- WHAT IS NEEDED -
What lines in this listing contain the string "lane"? Report each one by copying it.
Content starts
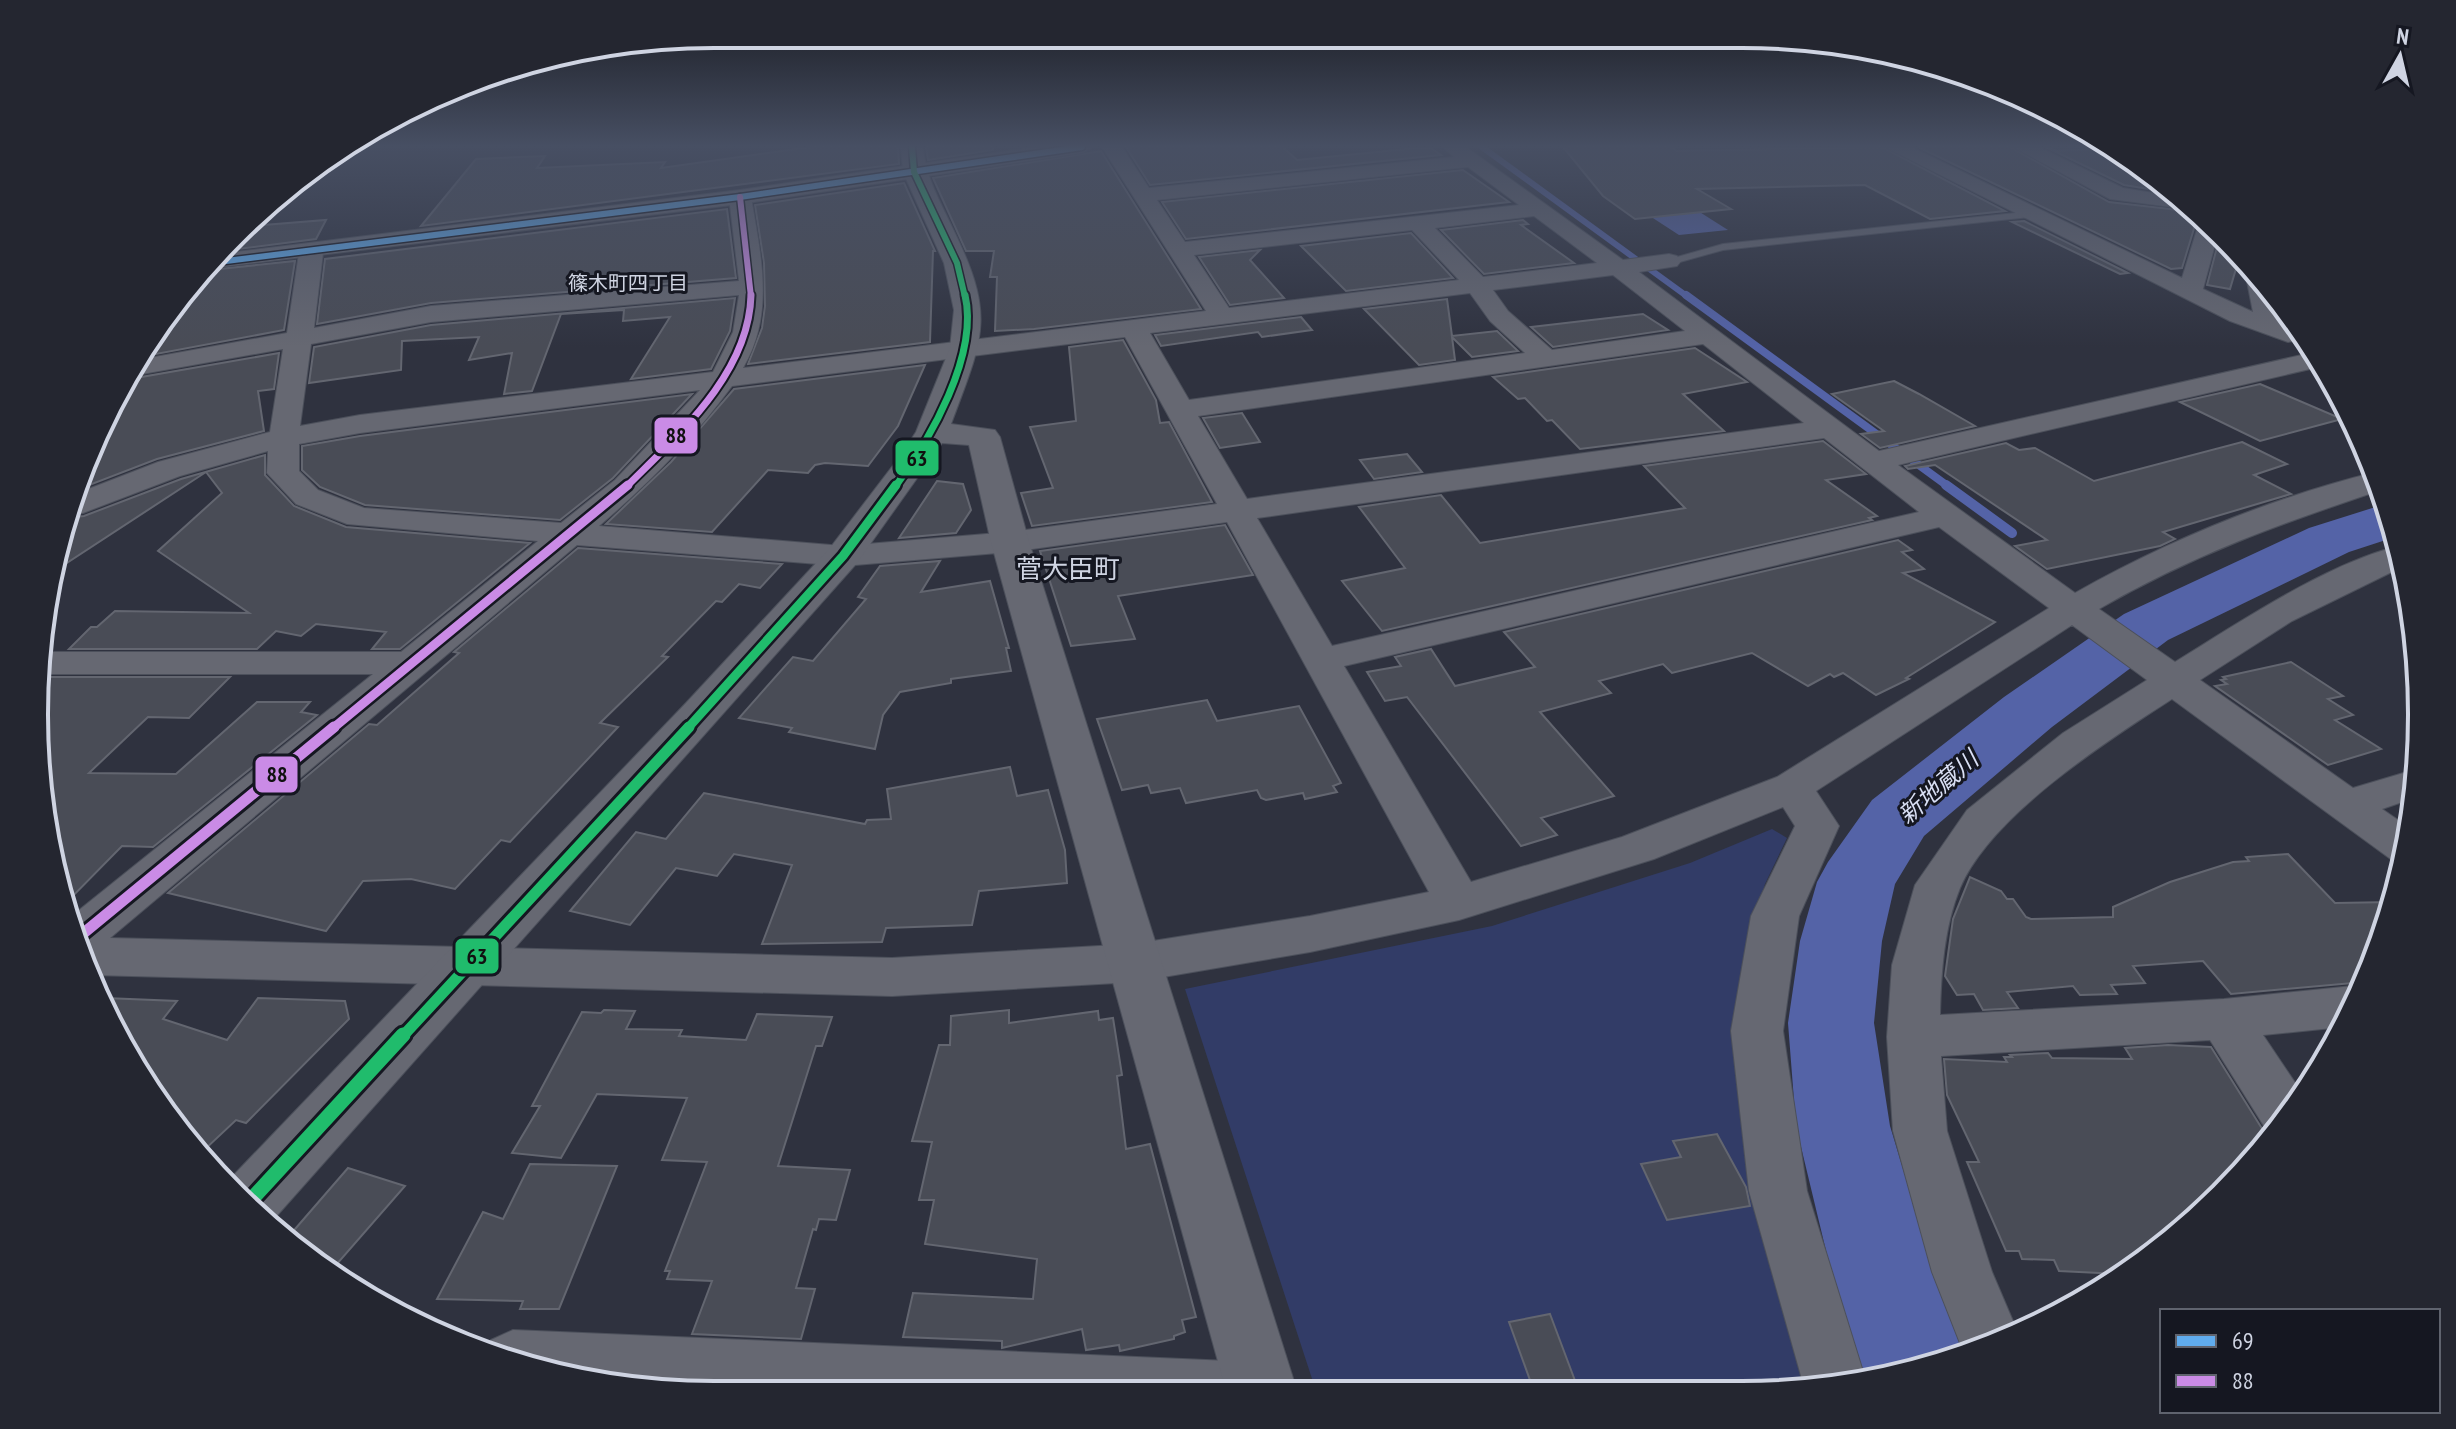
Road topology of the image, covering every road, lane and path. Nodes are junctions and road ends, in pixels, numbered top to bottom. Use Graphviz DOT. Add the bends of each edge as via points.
graph roads {
  1 [pos="612,214"];
  2 [pos="742,214"];
  3 [pos="934,214"];
  4 [pos="1157,214"];
  5 [pos="1499,214"];
  6 [pos="1546,214"];
  7 [pos="2035,214"];
  8 [pos="1418,223"];
  9 [pos="2206,237"];
  10 [pos="1180,250"];
  11 [pos="311,253"];
  12 [pos="226,261"];
  13 [pos="1669,261"];
  14 [pos="1615,265"];
  15 [pos="1475,283"];
  16 [pos="750,287"];
  17 [pos="2190,292"];
  18 [pos="2264,301"];
  19 [pos="1221,315"];
  20 [pos="2269,324"];
  21 [pos="1133,327"];
  22 [pos="2289,334"];
  23 [pos="1706,336"];
  24 [pos="301,337"];
  25 [pos="965,348"];
  26 [pos="1547,359"];
  27 [pos="2307,362"];
  28 [pos="146,367"];
  29 [pos="722,379"];
  30 [pos="1182,410"];
  31 [pos="1827,429"];
  32 [pos="932,432"];
  33 [pos="282,438"];
  34 [pos="1893,457"];
  35 [pos="2367,485"];
  36 [pos="82,502"];
  37 [pos="1236,508"];
  38 [pos="1945,516"];
  39 [pos="568,535"];
  40 [pos="1010,542"];
  41 [pos="843,556"];
  42 [pos="2389,560"];
  43 [pos="2085,616"];
  44 [pos="1323,659"];
  45 [pos="50,663"];
  46 [pos="410,663"];
  47 [pos="2164,672"];
  48 [pos="1792,787"];
  49 [pos="2404,787"];
  50 [pos="2346,805"];
  51 [pos="2396,840"];
  52 [pos="1459,903"];
  53 [pos="84,932"];
  54 [pos="94,956"];
  55 [pos="1134,963"];
  56 [pos="470,965"];
  57 [pos="2340,1007"];
  58 [pos="2224,1019"];
  59 [pos="1913,1037"];
  60 [pos="2281,1106"];
  61 [pos="254,1197"];
  62 [pos="1987,1334"];
  63 [pos="623,1374"];
  64 [pos="1832,1374"];
  65 [pos="839,1381"];
  66 [pos="1259,1381"];
  1 -- 11 [label="street"];
  2 -- 16 [label="street"];
  3 -- 25 [label="street" via="957,263 968,310"];
  4 -- 10 [label="street"];
  5 -- 8 [label="street"];
  6 -- 14 [label="street"];
  7 -- 13 [label="lane" via="1723,247"];
  7 -- 17 [label="street"];
  8 -- 10 [label="street"];
  8 -- 15 [label="street"];
  9 -- 17 [label="street"];
  10 -- 19 [label="street"];
  11 -- 12 [label="street"];
  11 -- 24 [label="street"];
  13 -- 14 [label="street"];
  14 -- 15 [label="street"];
  14 -- 23 [label="street"];
  15 -- 19 [label="street"];
  15 -- 26 [label="street" via="1499,316"];
  16 -- 24 [label="street" via="469,309"];
  16 -- 29 [label="street" via="751,310"];
  17 -- 20 [label="street"];
  18 -- 20 [label="street"];
  19 -- 21 [label="street"];
  20 -- 22 [label="street"];
  21 -- 25 [label="street"];
  21 -- 30 [label="street"];
  23 -- 26 [label="street"];
  23 -- 31 [label="street"];
  24 -- 28 [label="street"];
  24 -- 33 [label="street"];
  25 -- 29 [label="street"];
  25 -- 32 [label="street"];
  26 -- 30 [label="street"];
  27 -- 34 [label="street"];
  29 -- 33 [label="street"];
  29 -- 39 [label="street" via="696,416 636,477"];
  30 -- 37 [label="street"];
  31 -- 34 [label="street"];
  31 -- 37 [label="street"];
  32 -- 40 [label="street" via="983,437"];
  32 -- 41 [label="street"];
  33 -- 36 [label="street" via="169,469"];
  33 -- 39 [label="street" via="283,473 307,497 359,517"];
  34 -- 38 [label="street"];
  35 -- 43 [label="street" via="2247,524 2143,569"];
  37 -- 40 [label="street"];
  37 -- 44 [label="street"];
  38 -- 43 [label="street"];
  38 -- 44 [label="street"];
  39 -- 41 [label="street"];
  39 -- 46 [label="street"];
  40 -- 41 [label="street"];
  40 -- 55 [label="street"];
  41 -- 56 [label="street"];
  42 -- 47 [label="street"];
  43 -- 47 [label="street"];
  43 -- 48 [label="street"];
  44 -- 52 [label="street"];
  45 -- 46 [label="street"];
  46 -- 53 [label="street"];
  47 -- 50 [label="street"];
  47 -- 59 [label="street" via="1982,821 1938,885 1917,965"];
  48 -- 52 [label="street" via="1638,848"];
  48 -- 64 [label="street" via="1817,826 1775,916 1757,1031 1778,1191"];
  49 -- 50 [label="street"];
  50 -- 51 [label="street"];
  52 -- 55 [label="street"];
  54 -- 56 [label="street"];
  55 -- 56 [label="street" via="892,977"];
  55 -- 66 [label="street"];
  56 -- 61 [label="street"];
  57 -- 58 [label="street"];
  58 -- 59 [label="street"];
  58 -- 60 [label="street"];
  59 -- 62 [label="street" via="1920,1131 1962,1272"];
  63 -- 65 [label="street"];
}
Content ends
- EXPECTED ANSWER -
Road topology of the image, covering every road, lane and path. Nodes are junctions and road ends, in pixels, numbered top to bottom. Use Graphviz DOT. Add the bends of each edge as via points.
  7 -- 13 [label="lane" via="1723,247"];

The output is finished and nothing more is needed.